*** Data for review

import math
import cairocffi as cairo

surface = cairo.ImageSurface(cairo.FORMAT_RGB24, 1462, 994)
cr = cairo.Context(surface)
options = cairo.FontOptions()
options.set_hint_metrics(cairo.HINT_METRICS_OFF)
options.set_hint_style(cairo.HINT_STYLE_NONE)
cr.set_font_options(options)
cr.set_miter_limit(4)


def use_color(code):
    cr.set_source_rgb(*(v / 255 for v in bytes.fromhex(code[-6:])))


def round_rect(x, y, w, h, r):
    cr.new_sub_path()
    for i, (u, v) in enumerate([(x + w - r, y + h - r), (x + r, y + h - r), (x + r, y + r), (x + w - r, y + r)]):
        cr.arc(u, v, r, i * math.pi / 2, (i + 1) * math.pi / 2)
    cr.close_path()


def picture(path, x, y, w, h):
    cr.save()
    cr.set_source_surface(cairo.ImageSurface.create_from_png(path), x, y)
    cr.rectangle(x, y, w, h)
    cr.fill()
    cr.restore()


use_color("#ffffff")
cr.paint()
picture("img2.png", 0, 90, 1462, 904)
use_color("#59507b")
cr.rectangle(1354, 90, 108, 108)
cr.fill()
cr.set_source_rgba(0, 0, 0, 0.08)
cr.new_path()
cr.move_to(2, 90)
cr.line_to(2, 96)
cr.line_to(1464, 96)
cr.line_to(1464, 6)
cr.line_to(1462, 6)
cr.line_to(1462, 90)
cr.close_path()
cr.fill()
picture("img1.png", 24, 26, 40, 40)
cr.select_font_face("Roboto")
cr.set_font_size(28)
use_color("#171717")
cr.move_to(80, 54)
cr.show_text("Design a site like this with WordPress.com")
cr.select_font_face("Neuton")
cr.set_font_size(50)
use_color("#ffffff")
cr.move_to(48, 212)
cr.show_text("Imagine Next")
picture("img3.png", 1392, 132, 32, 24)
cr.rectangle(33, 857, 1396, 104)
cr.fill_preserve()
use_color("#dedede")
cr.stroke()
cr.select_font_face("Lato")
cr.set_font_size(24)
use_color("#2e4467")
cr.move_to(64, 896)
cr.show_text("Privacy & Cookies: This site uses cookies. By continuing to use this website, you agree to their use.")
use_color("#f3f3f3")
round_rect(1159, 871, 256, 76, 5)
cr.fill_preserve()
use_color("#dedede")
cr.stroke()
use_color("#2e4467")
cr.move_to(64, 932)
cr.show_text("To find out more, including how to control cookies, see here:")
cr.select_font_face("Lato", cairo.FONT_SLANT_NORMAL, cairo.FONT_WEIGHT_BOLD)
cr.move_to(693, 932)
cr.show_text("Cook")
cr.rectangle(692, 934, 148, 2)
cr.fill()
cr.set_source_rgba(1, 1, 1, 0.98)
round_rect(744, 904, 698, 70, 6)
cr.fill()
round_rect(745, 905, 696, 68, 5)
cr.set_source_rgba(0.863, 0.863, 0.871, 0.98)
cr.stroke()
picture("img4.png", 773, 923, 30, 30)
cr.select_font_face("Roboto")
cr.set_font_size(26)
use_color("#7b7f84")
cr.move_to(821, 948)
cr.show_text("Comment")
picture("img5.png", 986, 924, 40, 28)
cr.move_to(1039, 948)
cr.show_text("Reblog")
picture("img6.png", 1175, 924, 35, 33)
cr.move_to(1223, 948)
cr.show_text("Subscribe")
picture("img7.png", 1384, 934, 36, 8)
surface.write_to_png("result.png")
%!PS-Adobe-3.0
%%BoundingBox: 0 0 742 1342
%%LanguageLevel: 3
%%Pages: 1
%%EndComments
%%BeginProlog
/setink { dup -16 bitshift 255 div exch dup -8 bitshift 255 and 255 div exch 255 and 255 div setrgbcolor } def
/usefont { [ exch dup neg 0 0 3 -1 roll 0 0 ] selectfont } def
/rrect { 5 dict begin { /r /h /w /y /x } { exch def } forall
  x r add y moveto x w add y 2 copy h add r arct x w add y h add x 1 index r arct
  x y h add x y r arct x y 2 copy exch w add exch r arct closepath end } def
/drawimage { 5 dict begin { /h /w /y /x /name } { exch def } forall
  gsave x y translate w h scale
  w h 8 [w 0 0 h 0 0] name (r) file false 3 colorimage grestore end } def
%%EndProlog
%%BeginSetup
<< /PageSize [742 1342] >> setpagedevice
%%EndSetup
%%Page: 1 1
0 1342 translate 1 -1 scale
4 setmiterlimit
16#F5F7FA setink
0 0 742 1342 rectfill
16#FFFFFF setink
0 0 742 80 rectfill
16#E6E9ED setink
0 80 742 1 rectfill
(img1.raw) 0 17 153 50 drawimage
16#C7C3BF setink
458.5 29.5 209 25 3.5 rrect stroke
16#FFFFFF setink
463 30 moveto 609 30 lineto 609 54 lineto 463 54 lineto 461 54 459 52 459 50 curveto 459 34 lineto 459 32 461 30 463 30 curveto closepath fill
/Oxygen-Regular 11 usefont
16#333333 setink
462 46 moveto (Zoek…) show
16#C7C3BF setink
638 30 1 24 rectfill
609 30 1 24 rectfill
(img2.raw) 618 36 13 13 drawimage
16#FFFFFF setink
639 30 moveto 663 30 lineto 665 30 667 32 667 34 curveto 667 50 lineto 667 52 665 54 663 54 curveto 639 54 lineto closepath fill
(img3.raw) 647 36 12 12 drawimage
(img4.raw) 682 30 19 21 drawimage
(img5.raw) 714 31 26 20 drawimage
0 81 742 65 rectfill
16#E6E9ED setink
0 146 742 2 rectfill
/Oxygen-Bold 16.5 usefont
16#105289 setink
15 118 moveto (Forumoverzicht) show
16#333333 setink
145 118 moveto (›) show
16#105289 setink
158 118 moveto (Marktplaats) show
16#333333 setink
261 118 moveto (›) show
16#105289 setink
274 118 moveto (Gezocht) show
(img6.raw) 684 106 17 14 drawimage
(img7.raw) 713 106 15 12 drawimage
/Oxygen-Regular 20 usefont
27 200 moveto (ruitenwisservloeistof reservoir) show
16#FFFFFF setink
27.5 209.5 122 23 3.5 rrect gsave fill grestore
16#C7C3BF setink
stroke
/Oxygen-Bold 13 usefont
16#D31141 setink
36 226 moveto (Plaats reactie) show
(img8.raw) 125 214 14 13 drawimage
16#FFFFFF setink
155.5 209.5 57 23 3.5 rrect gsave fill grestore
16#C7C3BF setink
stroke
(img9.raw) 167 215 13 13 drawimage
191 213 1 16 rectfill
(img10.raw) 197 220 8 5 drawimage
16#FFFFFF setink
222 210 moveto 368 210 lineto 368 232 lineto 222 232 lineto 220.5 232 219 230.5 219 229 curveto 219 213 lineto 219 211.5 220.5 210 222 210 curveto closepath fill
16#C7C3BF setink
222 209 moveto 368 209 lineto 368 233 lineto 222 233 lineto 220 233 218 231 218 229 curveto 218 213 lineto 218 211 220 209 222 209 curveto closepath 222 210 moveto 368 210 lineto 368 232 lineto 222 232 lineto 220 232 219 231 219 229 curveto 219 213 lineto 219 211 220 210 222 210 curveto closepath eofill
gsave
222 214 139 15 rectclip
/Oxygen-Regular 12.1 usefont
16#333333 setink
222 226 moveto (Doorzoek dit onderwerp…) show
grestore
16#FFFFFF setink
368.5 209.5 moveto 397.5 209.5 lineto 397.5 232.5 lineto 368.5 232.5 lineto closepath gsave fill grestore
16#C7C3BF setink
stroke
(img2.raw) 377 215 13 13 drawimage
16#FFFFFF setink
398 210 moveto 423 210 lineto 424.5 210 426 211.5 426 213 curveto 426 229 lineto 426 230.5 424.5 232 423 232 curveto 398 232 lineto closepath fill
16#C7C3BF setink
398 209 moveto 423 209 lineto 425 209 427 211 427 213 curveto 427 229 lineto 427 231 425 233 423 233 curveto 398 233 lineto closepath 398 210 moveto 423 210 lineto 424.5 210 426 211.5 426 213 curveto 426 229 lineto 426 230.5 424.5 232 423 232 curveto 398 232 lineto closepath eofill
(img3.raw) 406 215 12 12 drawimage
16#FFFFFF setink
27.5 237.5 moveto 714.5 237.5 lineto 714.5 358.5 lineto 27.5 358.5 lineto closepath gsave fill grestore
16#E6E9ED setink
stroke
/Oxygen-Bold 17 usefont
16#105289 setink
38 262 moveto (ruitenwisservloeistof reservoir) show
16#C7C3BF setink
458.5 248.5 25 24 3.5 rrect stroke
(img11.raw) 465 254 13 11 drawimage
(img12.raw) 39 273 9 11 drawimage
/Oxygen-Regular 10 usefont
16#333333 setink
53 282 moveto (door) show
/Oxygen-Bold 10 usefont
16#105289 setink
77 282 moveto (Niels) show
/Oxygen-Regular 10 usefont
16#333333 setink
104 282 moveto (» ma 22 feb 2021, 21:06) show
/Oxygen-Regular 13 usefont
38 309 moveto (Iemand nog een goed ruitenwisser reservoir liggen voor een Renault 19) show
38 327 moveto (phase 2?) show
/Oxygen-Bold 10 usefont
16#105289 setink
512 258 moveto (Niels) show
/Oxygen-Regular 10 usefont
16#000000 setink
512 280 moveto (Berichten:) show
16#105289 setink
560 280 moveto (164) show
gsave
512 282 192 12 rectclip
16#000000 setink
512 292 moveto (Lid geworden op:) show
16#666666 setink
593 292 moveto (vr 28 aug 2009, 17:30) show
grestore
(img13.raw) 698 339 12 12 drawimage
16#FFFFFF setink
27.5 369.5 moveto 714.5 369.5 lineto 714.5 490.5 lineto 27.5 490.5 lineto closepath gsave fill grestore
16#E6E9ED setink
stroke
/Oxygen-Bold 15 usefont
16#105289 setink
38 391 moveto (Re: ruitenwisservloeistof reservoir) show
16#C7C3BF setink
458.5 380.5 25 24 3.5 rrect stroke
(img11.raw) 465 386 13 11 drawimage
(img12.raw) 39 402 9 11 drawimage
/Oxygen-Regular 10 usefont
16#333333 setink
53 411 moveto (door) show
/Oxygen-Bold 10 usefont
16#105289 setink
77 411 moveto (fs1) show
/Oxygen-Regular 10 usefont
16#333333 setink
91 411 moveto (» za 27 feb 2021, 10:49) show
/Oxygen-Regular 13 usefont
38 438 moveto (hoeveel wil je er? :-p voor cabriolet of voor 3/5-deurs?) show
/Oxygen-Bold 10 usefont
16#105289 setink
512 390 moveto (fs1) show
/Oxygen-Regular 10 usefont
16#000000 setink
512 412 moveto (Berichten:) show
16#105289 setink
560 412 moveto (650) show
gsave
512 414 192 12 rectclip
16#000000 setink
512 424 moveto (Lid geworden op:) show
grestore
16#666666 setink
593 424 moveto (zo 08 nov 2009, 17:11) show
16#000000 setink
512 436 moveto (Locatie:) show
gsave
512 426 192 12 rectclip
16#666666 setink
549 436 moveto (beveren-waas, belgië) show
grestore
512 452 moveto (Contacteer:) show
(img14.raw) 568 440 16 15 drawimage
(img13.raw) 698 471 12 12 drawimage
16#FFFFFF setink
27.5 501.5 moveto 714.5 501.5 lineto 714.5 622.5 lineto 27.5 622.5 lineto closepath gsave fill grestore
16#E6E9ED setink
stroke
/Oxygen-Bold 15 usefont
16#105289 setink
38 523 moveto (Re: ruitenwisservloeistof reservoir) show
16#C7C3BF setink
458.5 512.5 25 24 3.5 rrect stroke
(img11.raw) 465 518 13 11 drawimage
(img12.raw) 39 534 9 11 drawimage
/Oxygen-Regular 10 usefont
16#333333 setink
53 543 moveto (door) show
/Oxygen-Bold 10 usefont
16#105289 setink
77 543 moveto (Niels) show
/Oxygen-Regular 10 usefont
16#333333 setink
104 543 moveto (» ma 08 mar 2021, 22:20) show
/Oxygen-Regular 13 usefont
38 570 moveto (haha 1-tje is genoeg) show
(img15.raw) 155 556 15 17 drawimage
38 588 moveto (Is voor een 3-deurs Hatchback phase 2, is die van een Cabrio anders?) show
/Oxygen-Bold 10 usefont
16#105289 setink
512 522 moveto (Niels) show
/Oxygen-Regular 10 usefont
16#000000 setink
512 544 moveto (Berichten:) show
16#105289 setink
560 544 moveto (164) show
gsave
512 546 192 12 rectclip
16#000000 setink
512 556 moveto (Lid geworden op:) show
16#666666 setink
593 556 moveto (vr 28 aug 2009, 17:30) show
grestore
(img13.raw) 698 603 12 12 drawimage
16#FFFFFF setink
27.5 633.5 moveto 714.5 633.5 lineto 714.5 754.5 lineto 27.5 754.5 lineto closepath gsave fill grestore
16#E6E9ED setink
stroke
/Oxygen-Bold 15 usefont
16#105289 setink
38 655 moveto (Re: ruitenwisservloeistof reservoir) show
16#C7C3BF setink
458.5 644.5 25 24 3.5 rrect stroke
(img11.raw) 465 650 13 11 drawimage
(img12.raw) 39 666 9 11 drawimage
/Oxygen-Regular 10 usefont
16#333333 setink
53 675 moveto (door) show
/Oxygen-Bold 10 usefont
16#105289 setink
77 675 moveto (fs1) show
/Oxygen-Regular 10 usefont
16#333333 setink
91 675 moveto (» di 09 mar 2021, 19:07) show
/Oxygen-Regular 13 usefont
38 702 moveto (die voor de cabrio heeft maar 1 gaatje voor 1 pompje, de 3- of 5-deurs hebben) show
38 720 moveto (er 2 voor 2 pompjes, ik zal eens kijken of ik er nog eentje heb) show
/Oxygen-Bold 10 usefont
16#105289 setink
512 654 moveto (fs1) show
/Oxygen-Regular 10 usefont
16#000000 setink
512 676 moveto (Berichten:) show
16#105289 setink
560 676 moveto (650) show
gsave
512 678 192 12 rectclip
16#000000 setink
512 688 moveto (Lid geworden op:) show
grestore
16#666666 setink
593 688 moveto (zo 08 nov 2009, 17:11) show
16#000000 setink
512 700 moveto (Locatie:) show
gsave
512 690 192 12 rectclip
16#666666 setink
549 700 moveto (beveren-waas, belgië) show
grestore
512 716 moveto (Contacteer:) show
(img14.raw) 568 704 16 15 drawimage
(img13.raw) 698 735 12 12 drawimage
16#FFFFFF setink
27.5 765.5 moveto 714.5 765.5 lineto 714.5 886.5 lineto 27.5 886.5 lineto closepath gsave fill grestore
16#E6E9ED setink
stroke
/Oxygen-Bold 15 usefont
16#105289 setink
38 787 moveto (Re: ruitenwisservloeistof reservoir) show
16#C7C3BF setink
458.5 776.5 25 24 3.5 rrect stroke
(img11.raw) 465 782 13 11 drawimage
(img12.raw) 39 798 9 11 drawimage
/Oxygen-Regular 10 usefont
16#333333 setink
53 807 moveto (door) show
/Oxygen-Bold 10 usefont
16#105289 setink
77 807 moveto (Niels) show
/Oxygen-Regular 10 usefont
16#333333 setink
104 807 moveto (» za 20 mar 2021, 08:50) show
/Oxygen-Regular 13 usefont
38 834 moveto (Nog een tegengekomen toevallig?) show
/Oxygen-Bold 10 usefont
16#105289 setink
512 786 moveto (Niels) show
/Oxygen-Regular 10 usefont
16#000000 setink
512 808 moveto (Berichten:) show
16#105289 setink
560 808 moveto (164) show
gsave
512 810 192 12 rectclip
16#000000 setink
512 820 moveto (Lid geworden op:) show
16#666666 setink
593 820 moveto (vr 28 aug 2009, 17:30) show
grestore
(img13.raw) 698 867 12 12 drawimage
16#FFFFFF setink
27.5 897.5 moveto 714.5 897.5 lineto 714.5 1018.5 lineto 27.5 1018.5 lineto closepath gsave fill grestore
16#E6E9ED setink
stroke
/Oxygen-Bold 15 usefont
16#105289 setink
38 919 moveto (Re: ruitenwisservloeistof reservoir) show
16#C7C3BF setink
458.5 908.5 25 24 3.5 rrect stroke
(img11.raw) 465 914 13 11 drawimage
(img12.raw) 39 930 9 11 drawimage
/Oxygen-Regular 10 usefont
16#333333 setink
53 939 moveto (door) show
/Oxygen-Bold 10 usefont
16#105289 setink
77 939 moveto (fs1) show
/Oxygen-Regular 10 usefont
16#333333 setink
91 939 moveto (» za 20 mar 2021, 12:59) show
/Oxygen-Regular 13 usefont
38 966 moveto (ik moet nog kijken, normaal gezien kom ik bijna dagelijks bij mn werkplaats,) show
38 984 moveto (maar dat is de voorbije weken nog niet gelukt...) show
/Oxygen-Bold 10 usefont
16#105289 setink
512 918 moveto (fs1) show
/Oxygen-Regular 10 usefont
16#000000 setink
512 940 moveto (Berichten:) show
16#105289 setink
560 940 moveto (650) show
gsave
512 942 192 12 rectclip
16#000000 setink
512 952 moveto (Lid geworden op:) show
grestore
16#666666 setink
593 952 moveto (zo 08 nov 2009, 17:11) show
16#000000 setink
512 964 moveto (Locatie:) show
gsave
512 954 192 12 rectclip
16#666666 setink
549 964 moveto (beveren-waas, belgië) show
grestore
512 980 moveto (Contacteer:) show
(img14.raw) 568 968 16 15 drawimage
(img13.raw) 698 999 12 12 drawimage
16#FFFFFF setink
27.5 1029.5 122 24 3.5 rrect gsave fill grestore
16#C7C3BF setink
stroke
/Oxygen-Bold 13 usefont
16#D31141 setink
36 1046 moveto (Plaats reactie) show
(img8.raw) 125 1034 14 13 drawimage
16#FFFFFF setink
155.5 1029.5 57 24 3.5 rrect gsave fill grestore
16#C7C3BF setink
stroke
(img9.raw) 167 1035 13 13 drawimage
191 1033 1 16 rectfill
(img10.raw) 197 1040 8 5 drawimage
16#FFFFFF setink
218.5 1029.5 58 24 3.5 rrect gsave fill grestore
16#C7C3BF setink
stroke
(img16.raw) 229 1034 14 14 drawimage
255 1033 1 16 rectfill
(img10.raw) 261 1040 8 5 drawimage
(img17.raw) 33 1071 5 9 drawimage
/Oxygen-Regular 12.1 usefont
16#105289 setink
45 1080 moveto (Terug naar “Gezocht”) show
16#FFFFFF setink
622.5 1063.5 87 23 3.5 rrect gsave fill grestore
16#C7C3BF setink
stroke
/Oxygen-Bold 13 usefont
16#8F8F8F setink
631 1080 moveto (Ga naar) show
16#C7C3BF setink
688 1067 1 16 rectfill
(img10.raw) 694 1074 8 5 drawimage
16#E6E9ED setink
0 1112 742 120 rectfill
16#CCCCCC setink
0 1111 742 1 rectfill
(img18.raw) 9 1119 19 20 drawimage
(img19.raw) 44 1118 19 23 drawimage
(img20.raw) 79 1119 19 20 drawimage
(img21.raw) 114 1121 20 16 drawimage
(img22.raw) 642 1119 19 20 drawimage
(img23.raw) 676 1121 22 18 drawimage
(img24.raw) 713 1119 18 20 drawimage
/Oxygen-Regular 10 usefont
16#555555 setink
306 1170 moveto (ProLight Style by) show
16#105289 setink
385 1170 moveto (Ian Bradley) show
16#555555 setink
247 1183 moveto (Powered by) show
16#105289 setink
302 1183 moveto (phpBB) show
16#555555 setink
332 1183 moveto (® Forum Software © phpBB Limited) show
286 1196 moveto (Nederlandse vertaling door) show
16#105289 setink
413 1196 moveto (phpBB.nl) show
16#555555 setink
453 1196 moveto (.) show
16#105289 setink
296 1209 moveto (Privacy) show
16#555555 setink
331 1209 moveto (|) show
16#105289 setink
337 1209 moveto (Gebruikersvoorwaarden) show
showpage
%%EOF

******

#### [About this task]
Count the lines of the material that contain the word "Locatie" and state the resulting number without further remark.

#### [Answer to the problem]
3